(Task instructions): The answer must consist of every line below that holds the word "numbered".

(Recorded data):
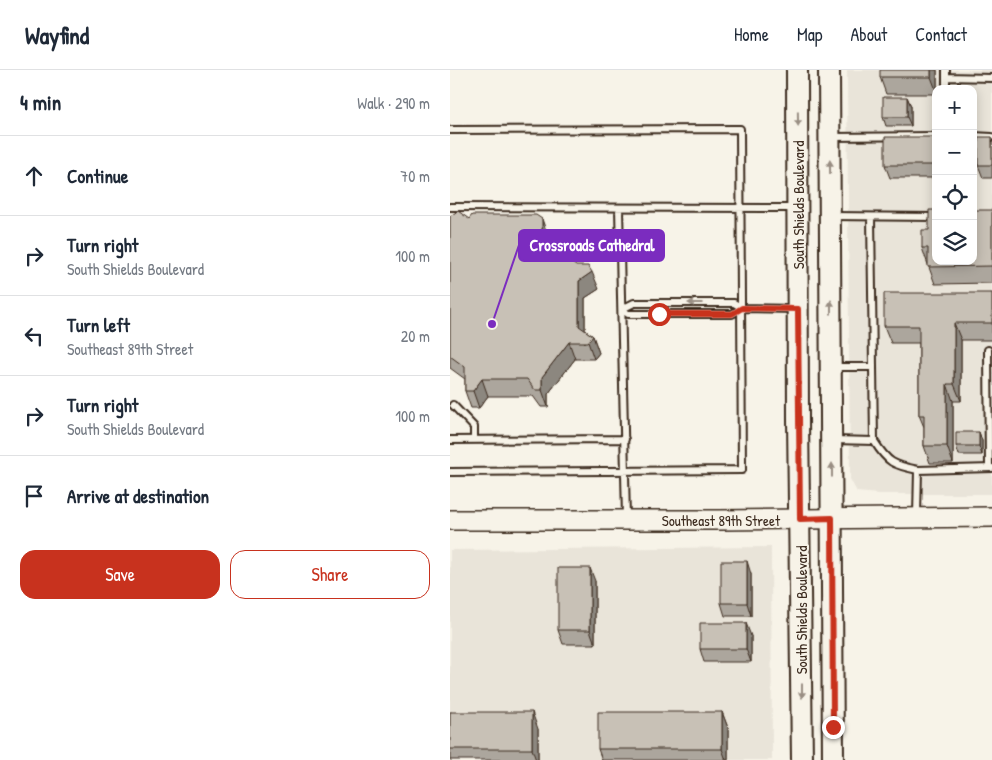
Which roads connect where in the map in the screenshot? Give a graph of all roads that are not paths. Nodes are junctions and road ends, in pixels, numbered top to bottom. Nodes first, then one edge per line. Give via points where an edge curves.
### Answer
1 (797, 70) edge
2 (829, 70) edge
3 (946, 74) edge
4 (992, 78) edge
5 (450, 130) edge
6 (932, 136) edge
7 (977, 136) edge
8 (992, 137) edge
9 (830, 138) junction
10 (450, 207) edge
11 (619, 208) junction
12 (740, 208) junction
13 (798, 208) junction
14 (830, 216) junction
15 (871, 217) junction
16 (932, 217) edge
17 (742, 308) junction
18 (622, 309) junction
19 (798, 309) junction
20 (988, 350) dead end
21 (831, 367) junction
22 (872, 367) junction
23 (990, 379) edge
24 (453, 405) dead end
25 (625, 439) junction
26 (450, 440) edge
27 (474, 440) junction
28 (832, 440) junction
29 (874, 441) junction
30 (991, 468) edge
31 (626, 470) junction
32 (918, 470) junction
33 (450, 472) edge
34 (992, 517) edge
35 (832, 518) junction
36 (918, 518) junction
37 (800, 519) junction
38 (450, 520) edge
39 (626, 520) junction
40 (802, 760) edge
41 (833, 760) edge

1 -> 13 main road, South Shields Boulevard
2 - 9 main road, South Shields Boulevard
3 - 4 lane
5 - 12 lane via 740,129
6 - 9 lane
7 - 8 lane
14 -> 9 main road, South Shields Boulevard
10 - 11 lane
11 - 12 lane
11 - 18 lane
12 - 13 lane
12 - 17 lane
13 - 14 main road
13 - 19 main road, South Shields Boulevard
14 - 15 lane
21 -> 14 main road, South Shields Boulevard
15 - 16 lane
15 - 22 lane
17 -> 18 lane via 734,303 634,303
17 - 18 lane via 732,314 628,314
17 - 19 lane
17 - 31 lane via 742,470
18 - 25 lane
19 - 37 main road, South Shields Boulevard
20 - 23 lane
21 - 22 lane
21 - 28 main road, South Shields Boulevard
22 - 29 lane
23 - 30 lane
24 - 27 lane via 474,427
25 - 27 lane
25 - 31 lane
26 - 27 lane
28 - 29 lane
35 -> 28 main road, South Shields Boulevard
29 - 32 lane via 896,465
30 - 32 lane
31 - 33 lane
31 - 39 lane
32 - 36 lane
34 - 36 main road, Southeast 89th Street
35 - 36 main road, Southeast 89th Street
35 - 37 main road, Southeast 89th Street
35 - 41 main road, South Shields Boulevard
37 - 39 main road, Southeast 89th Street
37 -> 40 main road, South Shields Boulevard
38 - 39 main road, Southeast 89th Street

--

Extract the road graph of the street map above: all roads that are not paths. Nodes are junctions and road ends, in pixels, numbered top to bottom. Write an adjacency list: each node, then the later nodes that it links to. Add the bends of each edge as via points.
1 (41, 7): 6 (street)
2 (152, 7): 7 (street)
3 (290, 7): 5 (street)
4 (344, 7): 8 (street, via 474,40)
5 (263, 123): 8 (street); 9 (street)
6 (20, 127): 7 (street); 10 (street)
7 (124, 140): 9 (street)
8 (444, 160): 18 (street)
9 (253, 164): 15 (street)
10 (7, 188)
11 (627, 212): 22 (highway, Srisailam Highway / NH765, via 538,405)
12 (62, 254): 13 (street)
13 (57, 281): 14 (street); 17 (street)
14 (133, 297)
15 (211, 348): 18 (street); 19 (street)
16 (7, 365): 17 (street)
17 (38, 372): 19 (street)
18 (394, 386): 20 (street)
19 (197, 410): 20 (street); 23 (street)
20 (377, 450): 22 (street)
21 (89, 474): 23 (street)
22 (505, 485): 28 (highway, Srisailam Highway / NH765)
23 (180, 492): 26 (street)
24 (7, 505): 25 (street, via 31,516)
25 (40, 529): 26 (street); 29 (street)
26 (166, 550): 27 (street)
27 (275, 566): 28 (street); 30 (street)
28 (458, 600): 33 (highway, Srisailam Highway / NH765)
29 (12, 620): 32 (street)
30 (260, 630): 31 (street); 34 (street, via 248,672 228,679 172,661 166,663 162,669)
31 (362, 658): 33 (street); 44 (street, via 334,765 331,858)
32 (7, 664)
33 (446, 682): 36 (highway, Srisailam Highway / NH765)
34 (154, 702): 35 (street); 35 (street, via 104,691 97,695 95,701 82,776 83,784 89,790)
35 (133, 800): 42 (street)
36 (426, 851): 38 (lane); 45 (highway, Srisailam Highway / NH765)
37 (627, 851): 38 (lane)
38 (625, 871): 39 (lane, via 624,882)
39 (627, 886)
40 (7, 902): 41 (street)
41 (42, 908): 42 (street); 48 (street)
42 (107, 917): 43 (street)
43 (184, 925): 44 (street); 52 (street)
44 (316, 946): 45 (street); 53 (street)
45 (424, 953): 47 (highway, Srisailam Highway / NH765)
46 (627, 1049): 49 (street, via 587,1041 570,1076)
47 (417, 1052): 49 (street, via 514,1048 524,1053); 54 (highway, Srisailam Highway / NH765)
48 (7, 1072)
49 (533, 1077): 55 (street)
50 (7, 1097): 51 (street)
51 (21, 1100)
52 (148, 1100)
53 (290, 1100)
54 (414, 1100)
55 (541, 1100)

(Exercise output):
Which roads connect where in the map in the screenshot? Give a graph of all roads that are not paths. Nodes are junctions and road ends, in pixels, numbered top to bottom. Nodes first, then one edge per line. Give via points where an edge curves.
Extract the road graph of the street map above: all roads that are not paths. Nodes are junctions and road ends, in pixels, numbered top to bottom. Write an adjacency list: each node, then the later nodes that it links to. Add the bends of each edge as via points.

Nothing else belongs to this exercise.